- League: NCAA Division I
- Sport: Basketball
- Duration: November 8, 2010 through March 6, 2011
- Teams: 12
- TV partner(s): ACC Network (Raycom Sports), ESPN, Raycom Sports, Learfield Sports

Regular Season
- First place: North Carolina (14–2)
- Conference Champion: Duke
- Runners-up: Duke (13–3)

Atlantic Coast Conference men's basketball seasons
- ← 2009–102011–12 →

= 2010–11 Atlantic Coast Conference men's basketball season =

The 2010–11 Atlantic Coast Conference men's basketball season was the 58th season for the league.

==Preseason==
The AP preseason All-American team was named on November 1. Duke's Kyle Singler was the leading vote-getter with 62 of a possible 65 votes.
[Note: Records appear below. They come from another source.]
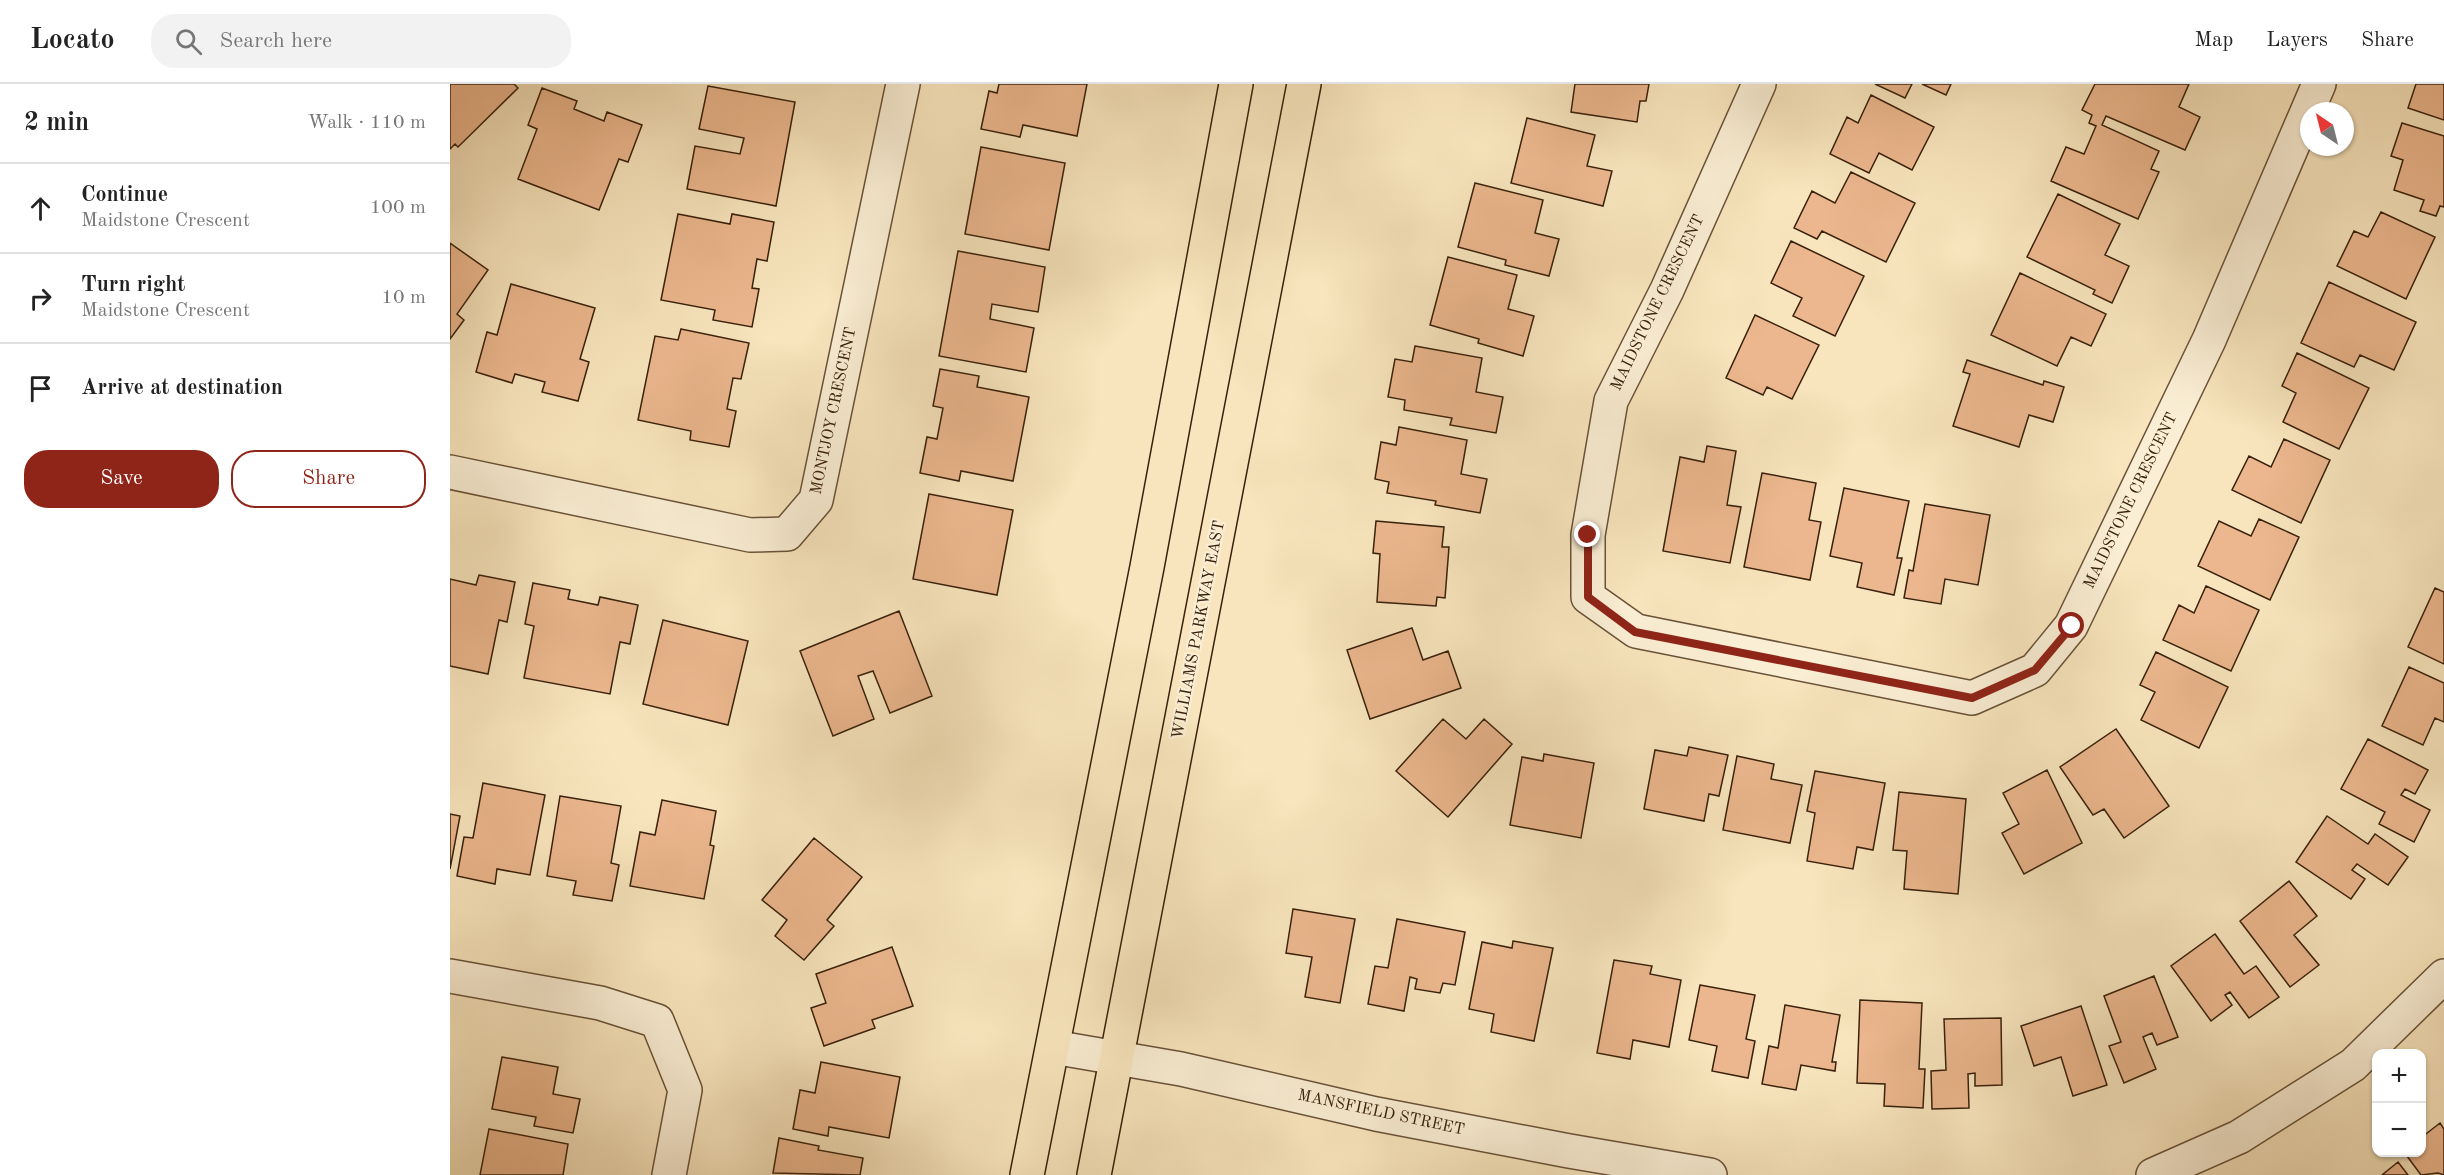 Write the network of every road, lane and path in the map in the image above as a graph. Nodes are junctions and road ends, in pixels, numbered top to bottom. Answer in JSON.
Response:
{"nodes":[{"id":1,"x":903,"y":84,"type":"edge"},
{"id":2,"x":1236,"y":84,"type":"edge"},
{"id":3,"x":1304,"y":84,"type":"edge"},
{"id":4,"x":1759,"y":84,"type":"edge"},
{"id":5,"x":2319,"y":84,"type":"edge"},
{"id":6,"x":450,"y":472,"type":"edge"},
{"id":7,"x":450,"y":976,"type":"edge"},
{"id":8,"x":2444,"y":976,"type":"edge"},
{"id":9,"x":1053,"y":1047,"type":"junction"},
{"id":10,"x":1116,"y":1058,"type":"junction"},
{"id":11,"x":1566,"y":1163,"type":"edge"},
{"id":12,"x":669,"y":1175,"type":"edge"},
{"id":13,"x":1027,"y":1175,"type":"edge"},
{"id":14,"x":1094,"y":1175,"type":"edge"},
{"id":15,"x":1710,"y":1175,"type":"edge"},
{"id":16,"x":2152,"y":1175,"type":"edge"}],
"edges":[{"from":1,"to":6,"type":"street","name":"MONTJOY CRESCENT"},
{"from":2,"to":9,"type":"main road"},
{"from":3,"to":10,"type":"main road","name":"WILLIAMS PARKWAY EAST"},
{"from":4,"to":5,"type":"street","name":"MAIDSTONE CRESCENT"},
{"from":7,"to":12,"type":"street"},
{"from":8,"to":16,"type":"street"},
{"from":9,"to":10,"type":"street","name":"MANSFIELD STREET"},
{"from":9,"to":13,"type":"main road"},
{"from":10,"to":11,"type":"street","name":"MANSFIELD STREET"},
{"from":10,"to":14,"type":"main road","name":"WILLIAMS PARKWAY EAST"},
{"from":11,"to":15,"type":"street","name":"MANSFIELD STREET"}]}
North Carolina forward Harrison Barnes received 17 votes and became the first freshman in history to be named to the preseason team.

==Records==
Duke coach Mike Krzyzewski won his 800th game at Duke on November 24, making him the fifth ever coach to reach that milestone at one school. Kyle Singler and Virginia Tech guard Malcolm Delaney each passed the 2,000 point mark for their careers.

==Rankings==
Duke was the preseason #1 in the AP and ESPN/USA Today Coaches Polls while North Carolina was ranked #9 and Virginia Tech was #23.

However, Duke later dropped to #3 and then #5, but eventually regained the #1 ranking for one week before dropping again to #4.

North Carolina dropped out of the rankings after week 3 and Virginia Tech dropped out after week 2 leaving Duke as the only ACC school in the top 25 until week 11 when Florida State spent one week at #22 before dropping back out of the rankings.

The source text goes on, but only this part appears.